Mr John, Jim and Kevin. Do yall,(correct spelling by the way), ever use manure for fertilizer?? I have seen some interesting shows on TV about them injecting manure into the ground. Either in the Fall or at Spring planting. The injection method,especially when using fairly fresh material, is giving some very good results. Not to mention savings. Here's a link to one article:
http://www.uaf.edu/ces/publications/freepubs/LPM-00340.pdf
There are a lot of good articles published by different Schools, Extensions and the Gubber-Mint.
I found over 1 million articles when I typed "manure fertilizer" in the search box. Just wondering??

buffalobill said...

I drove by a farm last night on my way dancing...and there were semi's full of manure beside a field where manure was being injected. This seemed to be a commercial application. Farms in this part of MI are small, but some cropping operations are large, renting the small farms. So, manure Is being used to offset fertilizer use.

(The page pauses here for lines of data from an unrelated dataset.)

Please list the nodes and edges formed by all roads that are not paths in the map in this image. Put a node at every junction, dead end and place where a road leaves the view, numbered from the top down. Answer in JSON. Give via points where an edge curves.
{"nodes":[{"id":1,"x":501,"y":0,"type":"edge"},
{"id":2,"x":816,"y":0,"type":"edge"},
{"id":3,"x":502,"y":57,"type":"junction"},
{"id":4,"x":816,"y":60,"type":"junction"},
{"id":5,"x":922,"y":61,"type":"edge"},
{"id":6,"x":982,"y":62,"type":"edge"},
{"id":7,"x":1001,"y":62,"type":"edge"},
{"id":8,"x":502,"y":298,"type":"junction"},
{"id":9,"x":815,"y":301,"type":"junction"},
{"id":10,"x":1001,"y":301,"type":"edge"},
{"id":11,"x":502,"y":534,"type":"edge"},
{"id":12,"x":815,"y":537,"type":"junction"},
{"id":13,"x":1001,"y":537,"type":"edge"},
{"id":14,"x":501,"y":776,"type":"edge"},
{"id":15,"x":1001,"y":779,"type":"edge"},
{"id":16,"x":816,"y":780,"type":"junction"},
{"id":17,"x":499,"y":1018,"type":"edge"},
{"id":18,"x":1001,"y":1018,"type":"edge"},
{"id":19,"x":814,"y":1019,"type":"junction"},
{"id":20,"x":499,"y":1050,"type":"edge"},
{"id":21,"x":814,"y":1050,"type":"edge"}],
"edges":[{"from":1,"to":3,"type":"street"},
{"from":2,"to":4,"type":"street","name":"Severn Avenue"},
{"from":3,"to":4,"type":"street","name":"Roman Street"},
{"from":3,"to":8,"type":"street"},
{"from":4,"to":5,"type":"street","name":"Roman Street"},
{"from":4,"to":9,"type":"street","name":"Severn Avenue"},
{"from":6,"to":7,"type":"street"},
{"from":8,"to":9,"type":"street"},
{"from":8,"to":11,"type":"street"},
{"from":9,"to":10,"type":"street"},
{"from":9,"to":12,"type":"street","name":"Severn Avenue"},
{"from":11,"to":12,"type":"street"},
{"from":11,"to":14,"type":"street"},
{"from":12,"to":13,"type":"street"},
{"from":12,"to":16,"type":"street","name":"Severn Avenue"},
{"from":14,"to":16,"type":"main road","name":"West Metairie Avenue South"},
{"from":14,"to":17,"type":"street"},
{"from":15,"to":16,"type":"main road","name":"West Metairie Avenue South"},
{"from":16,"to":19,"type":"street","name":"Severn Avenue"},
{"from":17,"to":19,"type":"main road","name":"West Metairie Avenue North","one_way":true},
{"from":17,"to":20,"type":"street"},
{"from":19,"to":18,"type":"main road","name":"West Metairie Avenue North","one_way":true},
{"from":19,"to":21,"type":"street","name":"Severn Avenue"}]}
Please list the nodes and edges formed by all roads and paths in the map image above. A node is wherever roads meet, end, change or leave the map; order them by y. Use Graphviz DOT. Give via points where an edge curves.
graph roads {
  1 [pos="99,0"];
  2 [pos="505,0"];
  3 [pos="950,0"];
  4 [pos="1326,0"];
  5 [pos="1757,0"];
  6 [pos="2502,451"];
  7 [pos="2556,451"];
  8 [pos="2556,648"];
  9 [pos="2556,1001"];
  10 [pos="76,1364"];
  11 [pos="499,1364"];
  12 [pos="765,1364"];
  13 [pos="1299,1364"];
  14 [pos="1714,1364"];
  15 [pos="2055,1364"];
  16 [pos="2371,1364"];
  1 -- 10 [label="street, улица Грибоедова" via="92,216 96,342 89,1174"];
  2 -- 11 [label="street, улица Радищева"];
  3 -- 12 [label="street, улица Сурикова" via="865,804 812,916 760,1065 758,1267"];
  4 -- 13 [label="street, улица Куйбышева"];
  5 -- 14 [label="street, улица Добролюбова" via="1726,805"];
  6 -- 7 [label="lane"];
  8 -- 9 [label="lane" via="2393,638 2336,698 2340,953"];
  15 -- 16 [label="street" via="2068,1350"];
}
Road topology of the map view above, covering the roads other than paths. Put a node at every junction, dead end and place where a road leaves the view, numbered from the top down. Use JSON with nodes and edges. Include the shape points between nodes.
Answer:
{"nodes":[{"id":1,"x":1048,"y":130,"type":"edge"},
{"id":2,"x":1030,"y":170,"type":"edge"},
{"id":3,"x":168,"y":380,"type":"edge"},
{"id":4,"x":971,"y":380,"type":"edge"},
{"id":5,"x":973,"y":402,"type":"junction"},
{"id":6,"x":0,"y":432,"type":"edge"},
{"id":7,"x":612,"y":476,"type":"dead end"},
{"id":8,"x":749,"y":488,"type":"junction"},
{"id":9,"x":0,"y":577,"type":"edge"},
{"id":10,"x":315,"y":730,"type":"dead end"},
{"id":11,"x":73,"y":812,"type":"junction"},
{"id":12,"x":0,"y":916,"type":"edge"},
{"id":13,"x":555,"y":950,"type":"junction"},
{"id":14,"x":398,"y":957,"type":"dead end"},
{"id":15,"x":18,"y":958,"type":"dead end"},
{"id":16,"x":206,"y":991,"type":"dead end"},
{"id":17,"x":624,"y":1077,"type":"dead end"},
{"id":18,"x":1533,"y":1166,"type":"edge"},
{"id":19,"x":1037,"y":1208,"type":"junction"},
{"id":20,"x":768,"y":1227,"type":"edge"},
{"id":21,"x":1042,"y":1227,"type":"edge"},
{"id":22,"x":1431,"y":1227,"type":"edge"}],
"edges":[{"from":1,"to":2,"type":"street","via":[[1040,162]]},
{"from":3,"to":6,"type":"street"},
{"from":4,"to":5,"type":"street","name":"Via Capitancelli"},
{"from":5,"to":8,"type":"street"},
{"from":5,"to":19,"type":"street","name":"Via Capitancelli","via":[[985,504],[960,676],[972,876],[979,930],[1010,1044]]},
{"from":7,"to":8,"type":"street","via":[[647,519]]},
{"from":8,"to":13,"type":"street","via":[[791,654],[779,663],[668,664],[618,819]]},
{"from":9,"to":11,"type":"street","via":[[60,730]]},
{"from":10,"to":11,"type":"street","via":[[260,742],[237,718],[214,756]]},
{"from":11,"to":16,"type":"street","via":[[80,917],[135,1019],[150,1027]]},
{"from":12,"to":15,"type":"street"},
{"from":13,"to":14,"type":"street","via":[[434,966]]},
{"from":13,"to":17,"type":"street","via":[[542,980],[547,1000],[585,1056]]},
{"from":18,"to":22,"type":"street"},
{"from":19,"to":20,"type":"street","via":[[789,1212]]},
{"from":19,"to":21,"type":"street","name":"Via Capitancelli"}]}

I am not sure how much savings occur when using a commercial application, though

Anonymous said...

Ol James --we do spread million gallons or more hog manure on our corn ground.....lot better cost saver to-day than years ago it was just to get rid of the stuff....there is a calculator that when you get your manure analysis done it will give you how far you can economically transport it--good luck to you yall -kevin

Ol James said...

Kevin, I was just curious as to why ya don't hear more about using manure?? Folks around here used to spread chicken litter but the weed problem caused many of them to quit. Technology just wasn't good enough then. There are some mighty interesting results being achieve by the injection method. Some of them are just fertilizing every other year with it, not to mention the savings on their inputs.